With the release of information from Wikileaks, the world sees how what goes on at high levels is kept from the public. As important, if not more so, is how countries try to limit or spin the news being reported. What would you think of the objectivity of the New York Times reporting from the area if you knew all the reporters are Jewish, one is married to an Israeli, another has a son in the IDF. Does anyone speak Arabic? This is a primary reason you should be checking sources directly if you want to know what is happening.

Jonathan Cook is a reporter who has worked for several newspapers, reporting about the Middle East. On his blog he recently posted a lengthy but fascinating account of his history trying to get the news out in the face of suppression. For a sample, read the following excerpt then go to his site for the full story.

The basic principles of media management were developed early on by Israel, as Donald Neff, the Jerusalem bureau chief for Time magazine in the late 1970s, has described. In an article for The Link 15 years ago, he wrote about what he called his “epiphany” during three years covering the Israeli-Palestinian conflict. In fact, rather than a single revelation, his epiphany came as a series of insights that cumulatively undermined his belief in the Zionist narrative he had grown up accepting. His increasingly critical reporting set him in opposition to other foreign correspondents in Jerusalem and incurred the wrath of Israeli officials and lobbyists in the US. His Link essay is fascinating not least because of the continuing relevance of many of his experiences more than 30 years later.

One observation Neff makes, however, no longer applies to the current crop of foreign correspondents. He notes the difficulty he faced at the time of his posting in the 1970s in learning about the essentials of the conflict. In part, Neff suggests, he struggled to make sense of what he was witnessing because of a dearth of reliable information in English on Israel’s history and even more so on its then less than 10-year-old occupation. Without a proper context for understanding the conflict, he found himself vulnerable to the misinformation campaigns of Israeli officials, who claimed that the occupations of the West Bank and Gaza were entirely benevolent.

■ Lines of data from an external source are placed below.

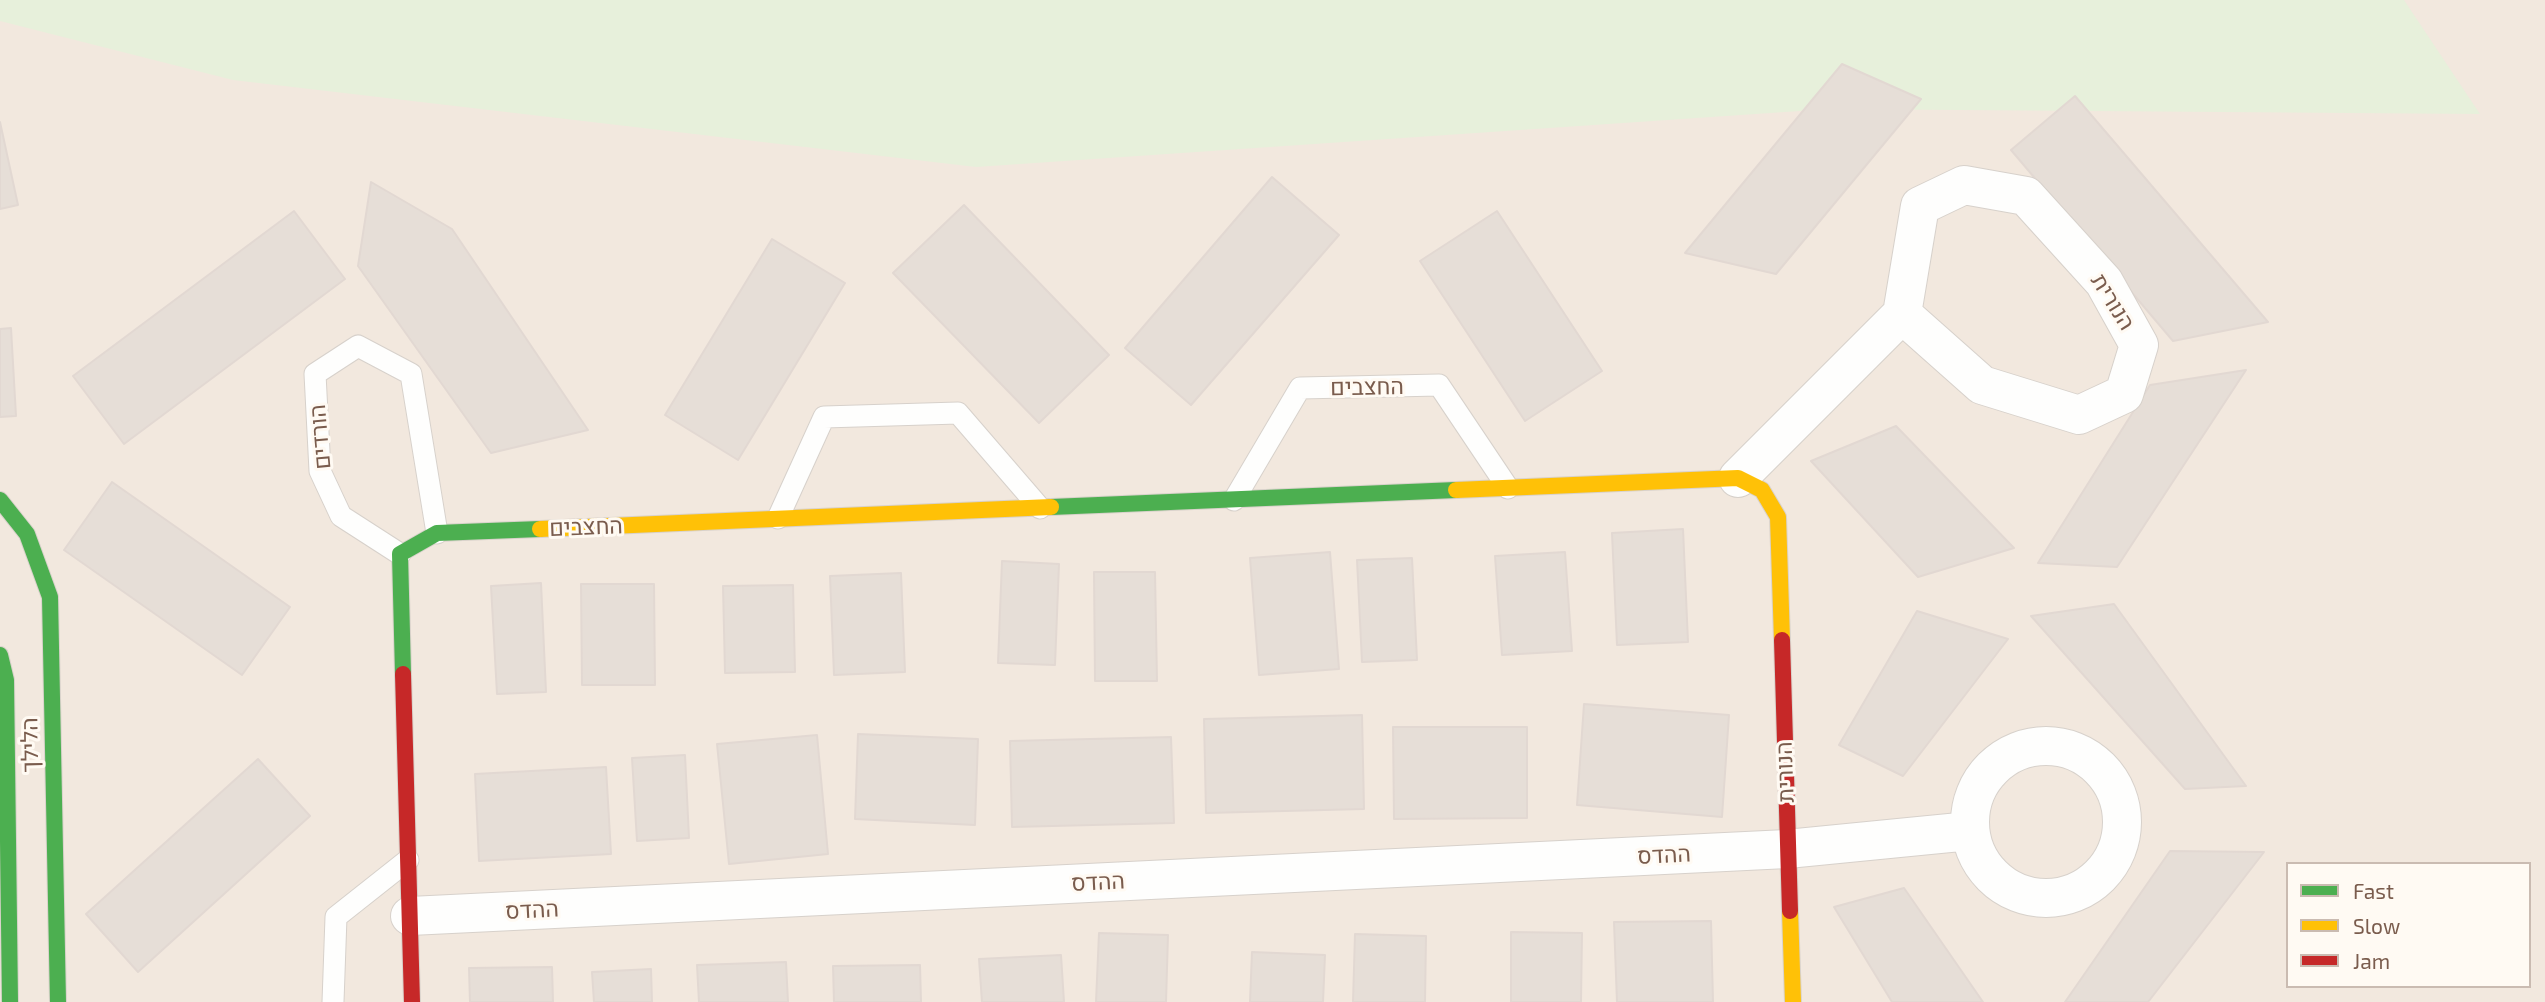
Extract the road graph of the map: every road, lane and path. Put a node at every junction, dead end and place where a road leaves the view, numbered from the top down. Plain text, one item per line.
1 (1902, 314) junction
2 (1750, 484) junction
3 (1508, 488) junction
4 (0, 500) edge
5 (1234, 500) junction
6 (1040, 508) junction
7 (778, 519) junction
8 (437, 533) junction
9 (400, 554) junction
10 (0, 655) edge
11 (1970, 831) dead end
12 (1787, 849) junction
13 (408, 860) junction
14 (410, 916) junction
15 (10, 1002) edge
16 (58, 1002) edge
17 (332, 1002) edge
18 (412, 1002) edge
19 (1793, 1002) edge

1 - 1 street, הנורית
1 - 2 street
2 - 3 street, החצבים
2 - 12 street, הנורית
3 - 5 street, החצבים
3 - 5 lane, החצבים
4 - 16 street, הלילך
5 - 6 street, החצבים
6 - 7 street, החצבים
6 - 7 lane
7 - 8 street, החצבים
8 - 9 street, החצבים
8 - 9 lane, הורדים
9 - 13 street
10 - 15 street, הלילך
11 - 12 street
12 - 14 street, ההדס
12 - 19 street, הנורית
13 - 14 street
13 - 17 lane
14 - 18 street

Neff admits he failed to heed the reports of the the United Nations, the one body regularly investigating and publicising the realities of the occupation. Like other foreign correspondents of the time, and those of today, Neff regarded the UN as a discredited organisation, chiefly because of successful smear campaigns by Israel. Neff paints a disconcerting picture that few Western readers could have appreciated at the time: of a press corps that, far from mastering the news agenda on Israel, largely abided by a part self-imposed, part Israeli-dictated news blackout.